#### WHAT IS BEING ASKED
Whenever a line in the records below contains "مسعود", pick it out.

#### EXERCISE INPUTS
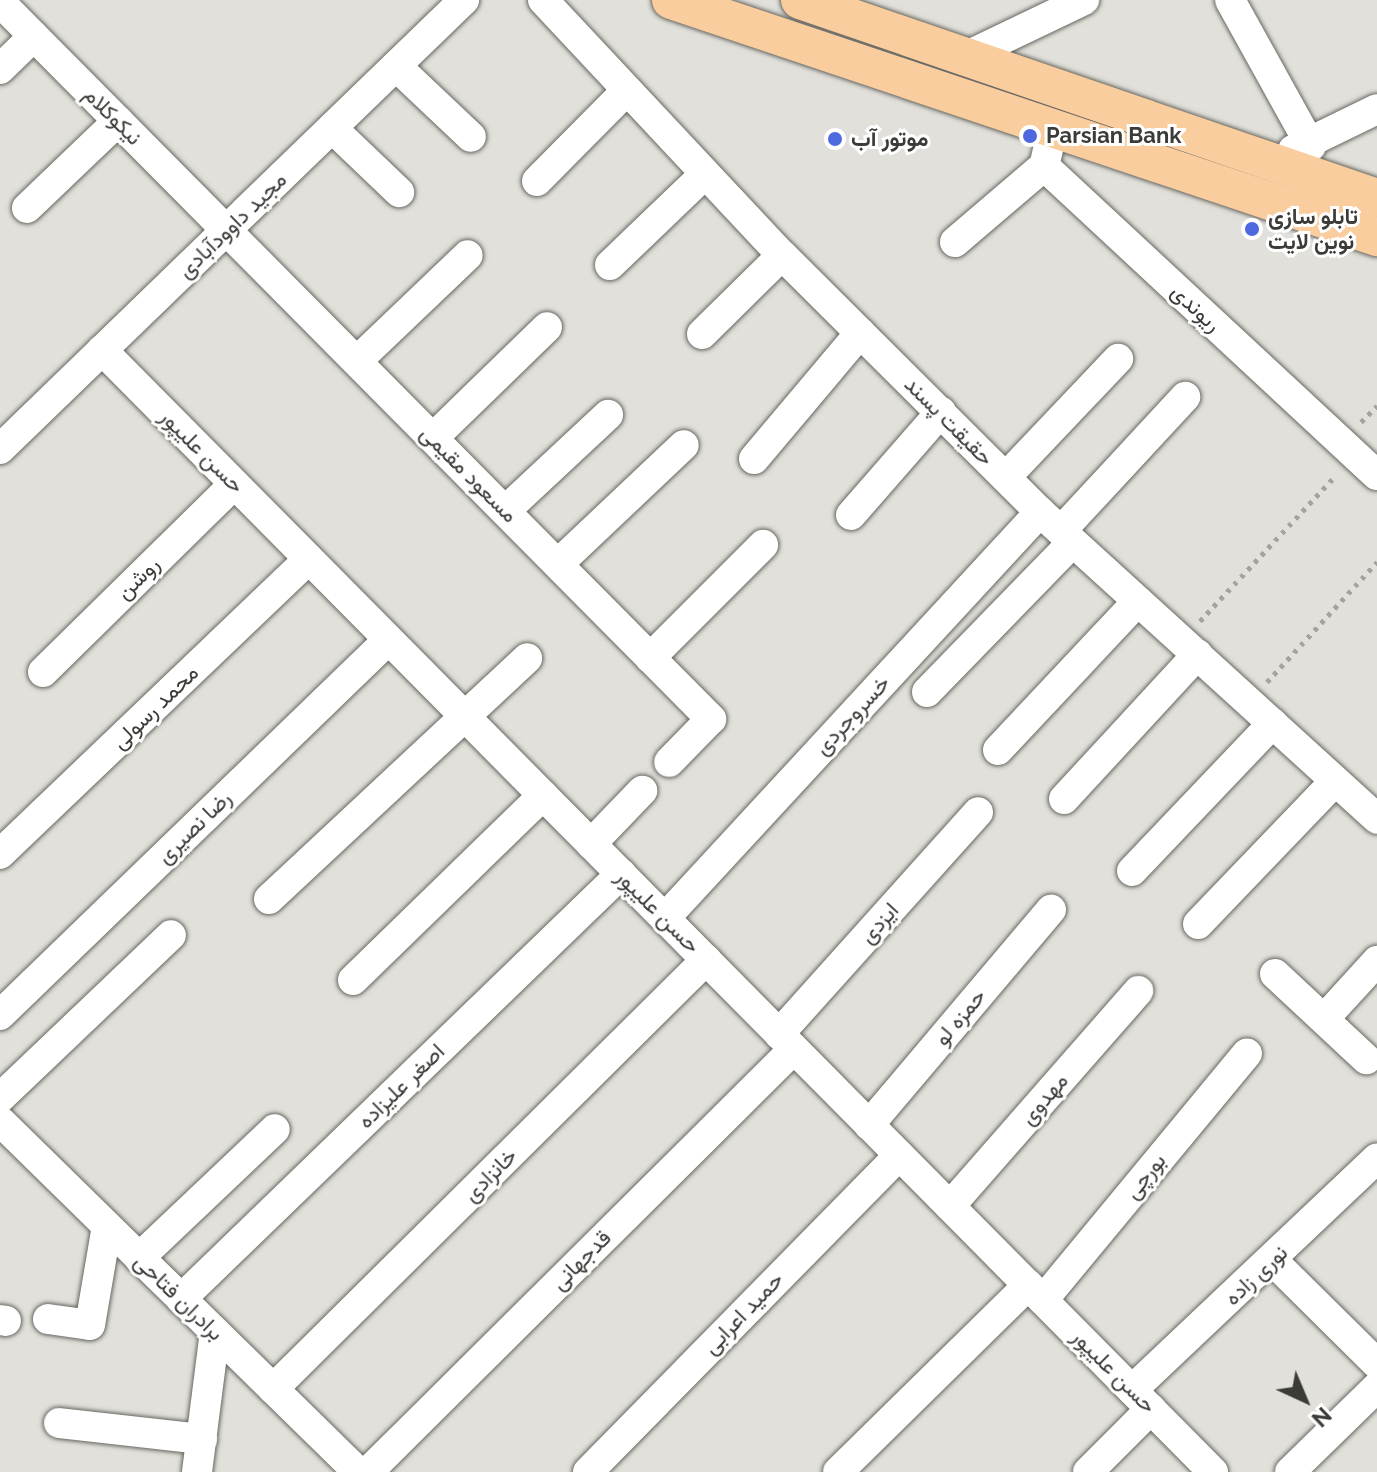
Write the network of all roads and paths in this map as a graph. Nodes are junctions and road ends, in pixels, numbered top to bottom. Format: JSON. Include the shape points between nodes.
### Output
{"nodes":[{"id":1,"x":464,"y":0,"type":"edge"},
{"id":2,"x":543,"y":0,"type":"edge"},
{"id":3,"x":671,"y":0,"type":"edge"},
{"id":4,"x":800,"y":0,"type":"edge"},
{"id":5,"x":1084,"y":0,"type":"edge"},
{"id":6,"x":1230,"y":0,"type":"edge"},
{"id":7,"x":0,"y":2,"type":"edge"},
{"id":8,"x":34,"y":36,"type":"junction"},
{"id":9,"x":967,"y":56,"type":"junction"},
{"id":10,"x":396,"y":66,"type":"junction"},
{"id":11,"x":0,"y":69,"type":"edge"},
{"id":12,"x":626,"y":91,"type":"junction"},
{"id":13,"x":1377,"y":109,"type":"edge"},
{"id":14,"x":118,"y":121,"type":"junction"},
{"id":15,"x":332,"y":128,"type":"junction"},
{"id":16,"x":1053,"y":128,"type":"junction"},
{"id":17,"x":471,"y":137,"type":"dead end"},
{"id":18,"x":1311,"y":146,"type":"junction"},
{"id":19,"x":1261,"y":159,"type":"junction"},
{"id":20,"x":1044,"y":166,"type":"junction"},
{"id":21,"x":704,"y":175,"type":"junction"},
{"id":22,"x":537,"y":181,"type":"dead end"},
{"id":23,"x":399,"y":192,"type":"dead end"},
{"id":24,"x":1377,"y":198,"type":"edge"},
{"id":25,"x":27,"y":208,"type":"dead end"},
{"id":26,"x":227,"y":230,"type":"junction"},
{"id":27,"x":1377,"y":237,"type":"edge"},
{"id":28,"x":955,"y":242,"type":"dead end"},
{"id":29,"x":468,"y":255,"type":"dead end"},
{"id":30,"x":782,"y":255,"type":"junction"},
{"id":31,"x":610,"y":265,"type":"dead end"},
{"id":32,"x":547,"y":327,"type":"dead end"},
{"id":33,"x":860,"y":333,"type":"junction"},
{"id":34,"x":702,"y":334,"type":"dead end"},
{"id":35,"x":102,"y":350,"type":"junction"},
{"id":36,"x":1118,"y":359,"type":"dead end"},
{"id":37,"x":357,"y":361,"type":"junction"},
{"id":38,"x":1185,"y":397,"type":"dead end"},
{"id":39,"x":941,"y":412,"type":"junction"},
{"id":40,"x":608,"y":415,"type":"dead end"},
{"id":41,"x":433,"y":438,"type":"junction"},
{"id":42,"x":684,"y":445,"type":"dead end"},
{"id":43,"x":0,"y":449,"type":"edge"},
{"id":44,"x":754,"y":459,"type":"dead end"},
{"id":45,"x":1366,"y":465,"type":"edge"},
{"id":46,"x":1006,"y":477,"type":"junction"},
{"id":47,"x":234,"y":484,"type":"junction"},
{"id":48,"x":505,"y":511,"type":"junction"},
{"id":49,"x":851,"y":515,"type":"dead end"},
{"id":50,"x":1058,"y":528,"type":"junction"},
{"id":51,"x":763,"y":545,"type":"dead end"},
{"id":52,"x":309,"y":559,"type":"junction"},
{"id":53,"x":1377,"y":562,"type":"edge"},
{"id":54,"x":558,"y":564,"type":"junction"},
{"id":55,"x":1138,"y":601,"type":"junction"},
{"id":56,"x":388,"y":640,"type":"junction"},
{"id":57,"x":1190,"y":647,"type":"junction"},
{"id":58,"x":527,"y":658,"type":"dead end"},
{"id":59,"x":650,"y":658,"type":"junction"},
{"id":60,"x":43,"y":672,"type":"dead end"},
{"id":61,"x":927,"y":692,"type":"dead end"},
{"id":62,"x":1249,"y":701,"type":"junction"},
{"id":63,"x":465,"y":716,"type":"junction"},
{"id":64,"x":1273,"y":723,"type":"junction"},
{"id":65,"x":998,"y":750,"type":"dead end"},
{"id":66,"x":669,"y":762,"type":"dead end"},
{"id":67,"x":1335,"y":781,"type":"junction"},
{"id":68,"x":642,"y":791,"type":"dead end"},
{"id":69,"x":543,"y":795,"type":"junction"},
{"id":70,"x":1064,"y":799,"type":"dead end"},
{"id":71,"x":978,"y":812,"type":"dead end"},
{"id":72,"x":1377,"y":819,"type":"edge"},
{"id":73,"x":591,"y":844,"type":"junction"},
{"id":74,"x":0,"y":854,"type":"edge"},
{"id":75,"x":1132,"y":871,"type":"dead end"},
{"id":76,"x":621,"y":874,"type":"junction"},
{"id":77,"x":269,"y":899,"type":"dead end"},
{"id":78,"x":1051,"y":910,"type":"dead end"},
{"id":79,"x":665,"y":918,"type":"junction"},
{"id":80,"x":1198,"y":924,"type":"dead end"},
{"id":81,"x":171,"y":935,"type":"dead end"},
{"id":82,"x":706,"y":960,"type":"junction"},
{"id":83,"x":1377,"y":961,"type":"edge"},
{"id":84,"x":1275,"y":974,"type":"dead end"},
{"id":85,"x":353,"y":980,"type":"dead end"},
{"id":86,"x":1138,"y":991,"type":"dead end"},
{"id":87,"x":0,"y":1015,"type":"edge"},
{"id":88,"x":1324,"y":1019,"type":"junction"},
{"id":89,"x":786,"y":1041,"type":"junction"},
{"id":90,"x":1247,"y":1053,"type":"dead end"},
{"id":91,"x":1366,"y":1059,"type":"dead end"},
{"id":92,"x":0,"y":1098,"type":"edge"},
{"id":93,"x":0,"y":1121,"type":"edge"},
{"id":94,"x":869,"y":1125,"type":"junction"},
{"id":95,"x":275,"y":1129,"type":"dead end"},
{"id":96,"x":899,"y":1155,"type":"junction"},
{"id":97,"x":1377,"y":1158,"type":"edge"},
{"id":98,"x":950,"y":1206,"type":"junction"},
{"id":99,"x":107,"y":1226,"type":"junction"},
{"id":100,"x":139,"y":1258,"type":"junction"},
{"id":101,"x":1273,"y":1261,"type":"junction"},
{"id":102,"x":1036,"y":1292,"type":"junction"},
{"id":103,"x":181,"y":1299,"type":"junction"},
{"id":104,"x":48,"y":1319,"type":"dead end"},
{"id":105,"x":215,"y":1332,"type":"junction"},
{"id":106,"x":1377,"y":1364,"type":"edge"},
{"id":107,"x":1377,"y":1387,"type":"edge"},
{"id":108,"x":273,"y":1389,"type":"junction"},
{"id":109,"x":1142,"y":1399,"type":"junction"},
{"id":110,"x":59,"y":1423,"type":"dead end"},
{"id":111,"x":202,"y":1439,"type":"junction"},
{"id":112,"x":197,"y":1472,"type":"edge"},
{"id":113,"x":358,"y":1472,"type":"edge"},
{"id":114,"x":368,"y":1472,"type":"edge"},
{"id":115,"x":588,"y":1472,"type":"edge"},
{"id":116,"x":838,"y":1472,"type":"edge"},
{"id":117,"x":1088,"y":1472,"type":"edge"},
{"id":118,"x":1213,"y":1472,"type":"edge"},
{"id":119,"x":1290,"y":1472,"type":"edge"}],
"edges":[{"from":1,"to":10,"type":"street","name":"مجید داوودآبادی"},
{"from":2,"to":12,"type":"street","name":"حقیقت پسند"},
{"from":3,"to":16,"type":"main road"},
{"from":4,"to":9,"type":"main road"},
{"from":5,"to":9,"type":"street"},
{"from":6,"to":18,"type":"street"},
{"from":7,"to":8,"type":"street","name":"نیکوکلام"},
{"from":8,"to":11,"type":"street"},
{"from":8,"to":14,"type":"street","name":"نیکوکلام"},
{"from":9,"to":19,"type":"main road"},
{"from":10,"to":15,"type":"street","name":"مجید داوودآبادی"},
{"from":10,"to":17,"type":"street"},
{"from":12,"to":21,"type":"street","name":"حقیقت پسند"},
{"from":12,"to":22,"type":"street"},
{"from":13,"to":18,"type":"street"},
{"from":14,"to":25,"type":"street"},
{"from":14,"to":26,"type":"street","name":"نیکوکلام"},
{"from":15,"to":23,"type":"street"},
{"from":15,"to":26,"type":"street","name":"مجید داوودآبادی"},
{"from":16,"to":20,"type":"street"},
{"from":16,"to":27,"type":"main road"},
{"from":18,"to":19,"type":"street"},
{"from":19,"to":24,"type":"main road"},
{"from":20,"to":28,"type":"street"},
{"from":20,"to":45,"type":"street","name":"ریوندی"},
{"from":21,"to":30,"type":"street","name":"حقیقت پسند"},
{"from":21,"to":31,"type":"street"},
{"from":26,"to":35,"type":"street","name":"مجید داوودآبادی"},
{"from":26,"to":37,"type":"street","name":"مسعود مقیمی"},
{"from":29,"to":37,"type":"street"},
{"from":30,"to":33,"type":"street","name":"حقیقت پسند"},
{"from":30,"to":34,"type":"street"},
{"from":32,"to":41,"type":"street"},
{"from":33,"to":39,"type":"street","name":"حقیقت پسند"},
{"from":33,"to":44,"type":"street"},
{"from":35,"to":43,"type":"street","name":"مجید داوودآبادی"},
{"from":35,"to":47,"type":"street","name":"حسن علیپور"},
{"from":36,"to":46,"type":"street"},
{"from":37,"to":41,"type":"street","name":"مسعود مقیمی"},
{"from":38,"to":50,"type":"street"},
{"from":39,"to":46,"type":"street","name":"حقیقت پسند"},
{"from":39,"to":49,"type":"street"},
{"from":40,"to":48,"type":"street"},
{"from":41,"to":48,"type":"street","name":"مسعود مقیمی"},
{"from":42,"to":54,"type":"street"},
{"from":45,"to":57,"type":"path"},
{"from":46,"to":50,"type":"street","name":"حقیقت پسند"},
{"from":47,"to":52,"type":"street","name":"حسن علیپور"},
{"from":47,"to":60,"type":"street","name":"روشن"},
{"from":48,"to":54,"type":"street","name":"مسعود مقیمی"},
{"from":50,"to":55,"type":"street","name":"حقیقت پسند"},
{"from":50,"to":61,"type":"street"},
{"from":50,"to":79,"type":"street","name":"خسروجردی"},
{"from":51,"to":59,"type":"street"},
{"from":52,"to":56,"type":"street","name":"حسن علیپور"},
{"from":52,"to":74,"type":"street","name":"محمد رسولی"},
{"from":53,"to":62,"type":"path"},
{"from":54,"to":59,"type":"street","name":"مسعود مقیمی"},
{"from":55,"to":57,"type":"street","name":"حقیقت پسند"},
{"from":55,"to":65,"type":"street"},
{"from":56,"to":63,"type":"street","name":"حسن علیپور"},
{"from":56,"to":87,"type":"street","name":"رضا نصیری"},
{"from":57,"to":62,"type":"street","name":"حقیقت پسند"},
{"from":57,"to":70,"type":"street"},
{"from":58,"to":63,"type":"street"},
{"from":59,"to":66,"type":"street","name":"مسعود مقیمی","via":[[711,719]]},
{"from":62,"to":64,"type":"street","name":"حقیقت پسند"},
{"from":63,"to":69,"type":"street","name":"حسن علیپور"},
{"from":63,"to":77,"type":"street"},
{"from":64,"to":67,"type":"street","name":"حقیقت پسند"},
{"from":64,"to":75,"type":"street"},
{"from":67,"to":72,"type":"street","name":"حقیقت پسند"},
{"from":67,"to":80,"type":"street"},
{"from":68,"to":73,"type":"street"},
{"from":69,"to":73,"type":"street","name":"حسن علیپور"},
{"from":69,"to":85,"type":"street"},
{"from":71,"to":89,"type":"street","name":"ایزدی"},
{"from":73,"to":76,"type":"street","name":"حسن علیپور"},
{"from":76,"to":79,"type":"street","name":"حسن علیپور"},
{"from":76,"to":103,"type":"street","name":"اصغر علیزاده"},
{"from":78,"to":94,"type":"street","name":"حمزه لو"},
{"from":79,"to":82,"type":"street","name":"حسن علیپور"},
{"from":81,"to":92,"type":"street"},
{"from":82,"to":89,"type":"street","name":"حسن علیپور"},
{"from":82,"to":108,"type":"street","name":"خانزادی"},
{"from":83,"to":88,"type":"street"},
{"from":84,"to":88,"type":"street"},
{"from":86,"to":98,"type":"street","name":"مهدوی"},
{"from":88,"to":91,"type":"street"},
{"from":89,"to":94,"type":"street","name":"حسن علیپور"},
{"from":89,"to":114,"type":"street","name":"قدجهانی"},
{"from":90,"to":102,"type":"street","name":"بورچی"},
{"from":93,"to":99,"type":"street","name":"برادران فتاحی"},
{"from":94,"to":96,"type":"street","name":"حسن علیپور"},
{"from":95,"to":100,"type":"street"},
{"from":96,"to":98,"type":"street","name":"حسن علیپور"},
{"from":96,"to":115,"type":"street","name":"حمید اعرابی"},
{"from":97,"to":101,"type":"street","name":"نوری زاده"},
{"from":98,"to":102,"type":"street","name":"حسن علیپور"},
{"from":99,"to":100,"type":"street","name":"برادران فتاحی"},
{"from":99,"to":104,"type":"street","via":[[90,1325]]},
{"from":100,"to":103,"type":"street","name":"برادران فتاحی"},
{"from":101,"to":106,"type":"street"},
{"from":101,"to":109,"type":"street","name":"نوری زاده"},
{"from":102,"to":109,"type":"street","name":"حسن علیپور"},
{"from":102,"to":116,"type":"street","name":"بورچی"},
{"from":103,"to":105,"type":"street","name":"برادران فتاحی"},
{"from":105,"to":108,"type":"street","name":"برادران فتاحی"},
{"from":105,"to":111,"type":"street"},
{"from":107,"to":119,"type":"street"},
{"from":108,"to":113,"type":"street","name":"برادران فتاحی"},
{"from":109,"to":117,"type":"street","name":"نوری زاده"},
{"from":109,"to":118,"type":"street","name":"حسن علیپور"},
{"from":110,"to":111,"type":"street"},
{"from":111,"to":112,"type":"street"}]}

#### REPLY
{"from":26,"to":37,"type":"street","name":"مسعود مقیمی"},
{"from":37,"to":41,"type":"street","name":"مسعود مقیمی"},
{"from":41,"to":48,"type":"street","name":"مسعود مقیمی"},
{"from":48,"to":54,"type":"street","name":"مسعود مقیمی"},
{"from":54,"to":59,"type":"street","name":"مسعود مقیمی"},
{"from":59,"to":66,"type":"street","name":"مسعود مقیمی","via":[[711,719]]},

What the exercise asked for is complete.